Utilization of RHSs was examined by the number of ANC and PNC visits, utilization of MWH, HF, and SP delivery. The five variables were dichotomized as ‘utilized’ versus ‘not utilized’. Women who attended four or more ANC contacts were categorized as ‘utilized’ for ANC visits. Even though the 2016 WHO ANC model recommends a minimum of eight ANC contacts, the guideline was not yet widely implemented in rural Zambia . Therefore, the previous guideline of four or more ANC visits was used for the analysis. Similarly, if a woman attended all four PNC visits, first within 24 hours of delivery, second within 3 days postpartum, third between 7 and 14 days postpartum, and fourth before 6 weeks postpartum, she was categorized as having utilized PNC visits . If a woman stayed at a MWH at any point of her pregnancy, she was categorized as having a MWH. If a woman delivered her most recent baby at a health post, HF, or a hospital, she was categorized as having utilized a HF and if she delivered with a doctor, clinical officer, nurse, or midwife she was categorized as having delivered with a SP. Each of the RHSs variables were examined individually.
One may argue that utilization of MWHs often increases delivery at HF with SP, and that delivery at HF and delivery with SP are interchangeable. However, because of the limited number of SP, women delivering at a HF does not always lead to delivery with SP [31, 32]. Similarly, in many sub-Saharan African countries, SP travel to women’s homes for delivery in cases of emergency, which means that sometimes women can deliver with a SP without delivering at a HF . Hence, both variables were included as part of the utilization of RHSs.
To compare the changes in the outcome variables over time between the communities that had access to SILCs and those that did not, interaction effects of the stratified CGs and timepoints (baseline versus endline) were used. This study hypothesized that women from CG3 compared to women from CG1 and women from CG2 will have higher household wealth, higher likelihood to be financially prepared for birth, and higher utilization of RHSs – ANC visits, PNC visits, MWH, HF delivery, and SP delivery – at endline.
Descriptive statistics were analyzed with the means and standard deviation (SD) provided for both the baseline and endline samples as well as the stratified sample between the CGs at baseline and endline. A set of Chi-square tests of independence and independent sample t-tests were implemented to examine the differences in demographic and outcome variables between the baseline and endline participants and participants from the three CGs at baseline and endline.

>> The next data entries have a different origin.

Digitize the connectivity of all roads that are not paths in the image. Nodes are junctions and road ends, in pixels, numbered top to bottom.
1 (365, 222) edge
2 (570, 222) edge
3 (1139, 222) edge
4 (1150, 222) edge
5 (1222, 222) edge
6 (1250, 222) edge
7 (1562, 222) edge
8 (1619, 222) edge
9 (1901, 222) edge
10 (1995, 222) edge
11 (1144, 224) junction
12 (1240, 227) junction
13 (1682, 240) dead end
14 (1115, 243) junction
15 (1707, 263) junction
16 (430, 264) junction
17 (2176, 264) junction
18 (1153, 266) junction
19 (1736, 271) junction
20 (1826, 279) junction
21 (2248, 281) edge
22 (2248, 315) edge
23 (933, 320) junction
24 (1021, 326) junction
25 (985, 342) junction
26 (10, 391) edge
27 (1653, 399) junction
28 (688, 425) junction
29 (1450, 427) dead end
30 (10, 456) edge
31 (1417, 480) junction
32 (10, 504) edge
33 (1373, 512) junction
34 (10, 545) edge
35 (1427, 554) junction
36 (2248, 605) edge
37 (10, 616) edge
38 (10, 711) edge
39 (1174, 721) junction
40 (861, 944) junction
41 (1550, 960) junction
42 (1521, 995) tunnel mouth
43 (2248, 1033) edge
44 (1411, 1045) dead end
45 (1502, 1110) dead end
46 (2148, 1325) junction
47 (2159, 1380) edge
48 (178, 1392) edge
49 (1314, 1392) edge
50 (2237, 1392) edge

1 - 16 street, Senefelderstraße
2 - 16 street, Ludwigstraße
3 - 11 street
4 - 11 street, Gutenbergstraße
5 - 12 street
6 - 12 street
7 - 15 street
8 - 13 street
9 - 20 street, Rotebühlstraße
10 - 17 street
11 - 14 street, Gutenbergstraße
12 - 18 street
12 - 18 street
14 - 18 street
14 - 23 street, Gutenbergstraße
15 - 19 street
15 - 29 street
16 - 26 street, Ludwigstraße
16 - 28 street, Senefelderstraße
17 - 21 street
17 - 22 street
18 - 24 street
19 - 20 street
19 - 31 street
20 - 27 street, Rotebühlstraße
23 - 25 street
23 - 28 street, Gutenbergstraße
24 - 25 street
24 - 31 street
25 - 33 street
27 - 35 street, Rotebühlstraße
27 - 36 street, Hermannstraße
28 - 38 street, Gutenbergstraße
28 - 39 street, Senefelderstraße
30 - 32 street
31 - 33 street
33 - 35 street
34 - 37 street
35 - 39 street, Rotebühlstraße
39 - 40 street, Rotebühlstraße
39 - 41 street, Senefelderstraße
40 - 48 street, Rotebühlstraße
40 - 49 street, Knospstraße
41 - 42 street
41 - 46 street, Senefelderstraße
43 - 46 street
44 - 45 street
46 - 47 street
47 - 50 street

Interaction effects of CGs and timepoint (i.e., baseline versus endline) were used to assess the relationships between the independent and dependent variables since CGs and timepoint combined have an effect on each of the dependent variables. Linear or logistic regression models without the interaction effect assumes that the effect of each independent variable on the outcome is separate from the other independent variable in the model. Hence, using the interaction effects of CGs and timepoint on outcome variables provides a more accurate understanding of how the inclusion of SILCs in communities influences wealth and maternal health. Key outcome variables were 1) household wealth (wealth index), 2) financial preparedness for birth (saving for most recent delivery), and 3) utilization of RHSs (ANC visits, PNC visits, MWH utilization, HF delivery, and SP delivery). All adjusted models included age, marital status, number of pregnancies, number of live births, and education level. Wealth was also added to the adjusted model when exploring financial preparedness for birth and utilization of RHSs. All analyses accounted for the clustering at the community level by using the vce(cluster) command in Stata. In addition, coefficient (b), standard error (SE), adjusted odds ratios (AORs), and 95% confidence intervals (95%CI) were provided. All statistical analysis was conducted in Stata 17.0 (StataCorp, College Station, TX, USA).